Okay. More later. I'm sending all good energy for Friday.

Biggest love to you,
D. xoxoxoxoxoxoxo

*****

(from February 2, 2009)

Hello Dearest Man,

You are so kind to even remember how I begin to feel on the 4th day.
It was rougher yesterday; today just nausea. But you'll be happy to
know that I went to the 12:15 show of The Wrestler yesterday.
PAUL!!!!! What a movie. What an amazing performance. What direction
and camera work. I think Mickey Rourke is one of the riskiest, best
actors ever. Ever. And Ms. Tomei? Superior.
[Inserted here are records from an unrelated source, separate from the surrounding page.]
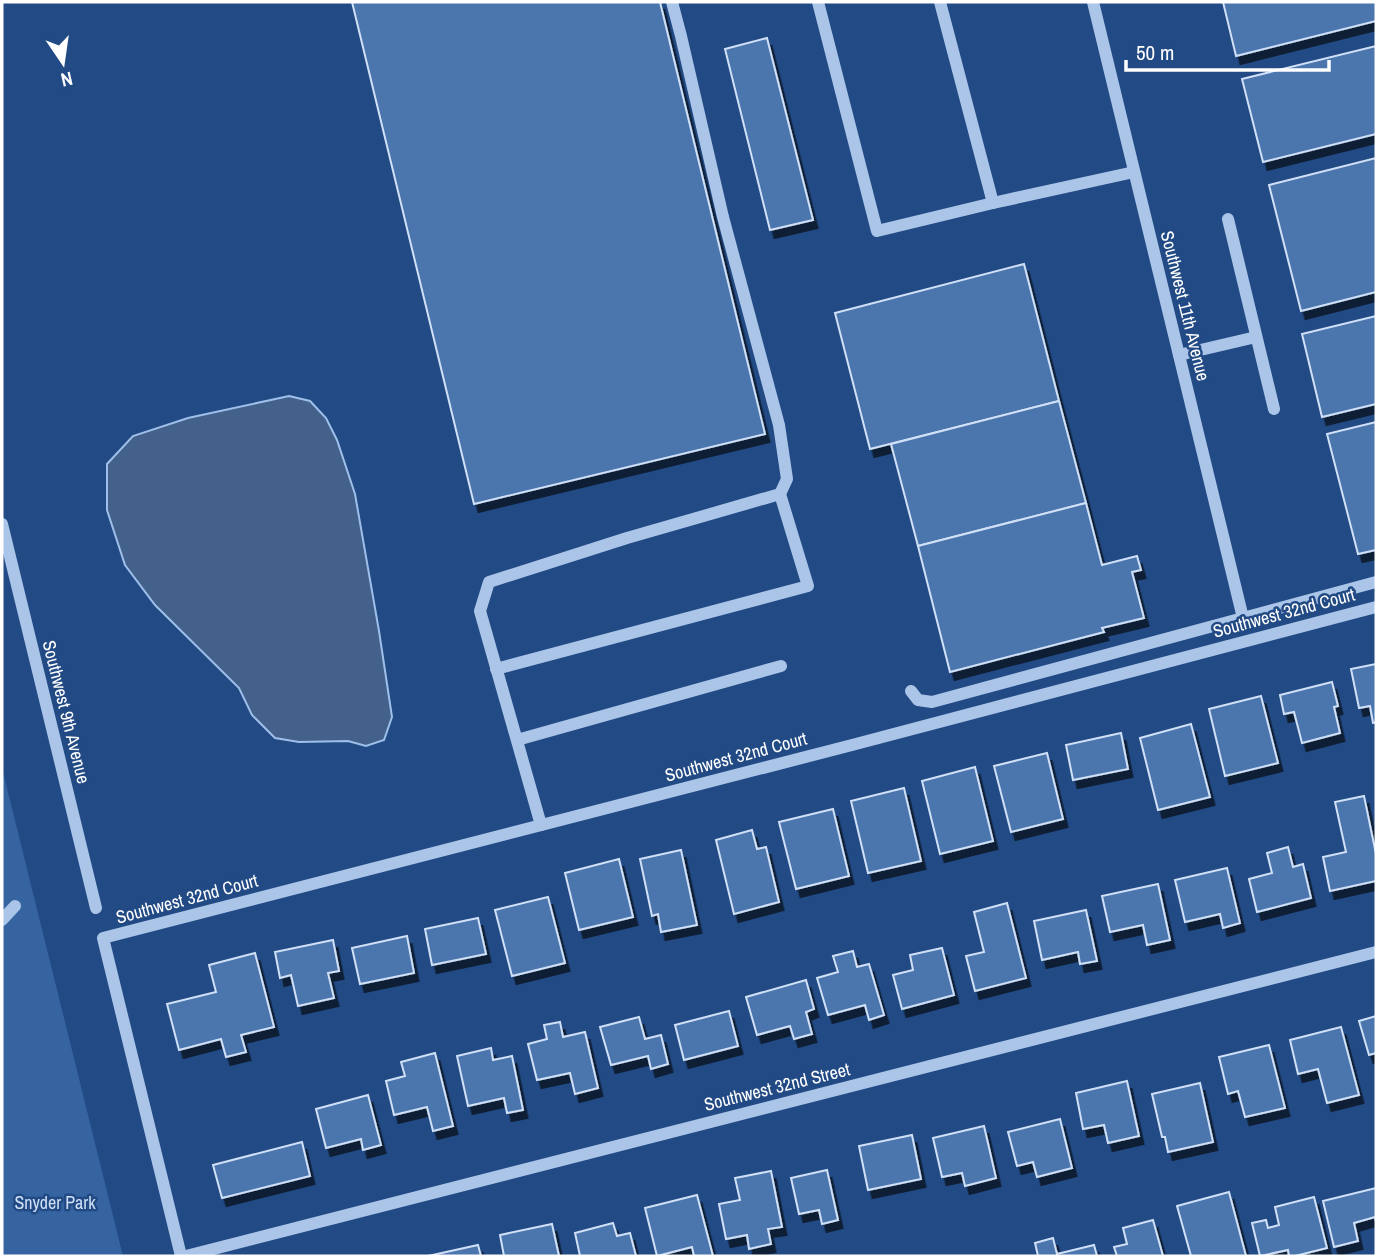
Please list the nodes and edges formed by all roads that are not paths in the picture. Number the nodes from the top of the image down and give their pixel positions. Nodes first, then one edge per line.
1 (672, 2) edge
2 (818, 2) edge
3 (940, 2) edge
4 (1093, 2) edge
5 (1134, 172) junction
6 (993, 203) junction
7 (1228, 219) dead end
8 (1256, 337) junction
9 (1179, 355) junction
10 (1274, 409) dead end
11 (780, 494) junction
12 (2, 524) edge
13 (1376, 582) edge
14 (1376, 607) edge
15 (1243, 618) junction
16 (781, 666) dead end
17 (496, 669) junction
18 (911, 691) dead end
19 (517, 740) junction
20 (541, 825) junction
21 (15, 906) dead end
22 (96, 908) dead end
23 (2, 920) edge
24 (1376, 952) edge
25 (181, 1256) edge
26 (186, 1256) edge

1 - 11 street
2 - 6 street
3 - 6 street
4 - 5 street, Southwest 11th Avenue
5 - 6 street
5 - 9 street, Southwest 11th Avenue
7 - 8 street
8 - 9 street
8 - 10 street
9 - 15 street, Southwest 11th Avenue
11 - 17 street
11 - 17 street
12 - 22 street, Southwest 9th Avenue
13 - 15 street, Southwest 32nd Court
14 - 20 street, Southwest 32nd Court
15 - 18 street, Southwest 32nd Court
16 - 19 street
17 - 19 street
19 - 20 street
20 - 25 street, Southwest 32nd Court
21 - 23 street
24 - 26 street, Southwest 32nd Street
No, the NY/Jersey girl she
does in My Cousin Vinny is very different from this character. You'll
see when you rent it and you must.

I've got to say that 12:15 on a sunny, warm Sunday was probably not
the best time to see The Wrestler. It left me feeling all sorts of
things I can't identify yet. I could feel the sickness in his body,
I'll say that -- the struggle to breathe, nausea. Oh my God, it's a
terrific movie. I'm so glad you told me to see it.

Do call. Sounds as though your lunch was extremely intense. My guess
is that she wants the novel, but also wants you to do more work but
won't commit to a sound, solid contract right this moment? I'm just
guessing.When you're able to talk about it more, I'm here.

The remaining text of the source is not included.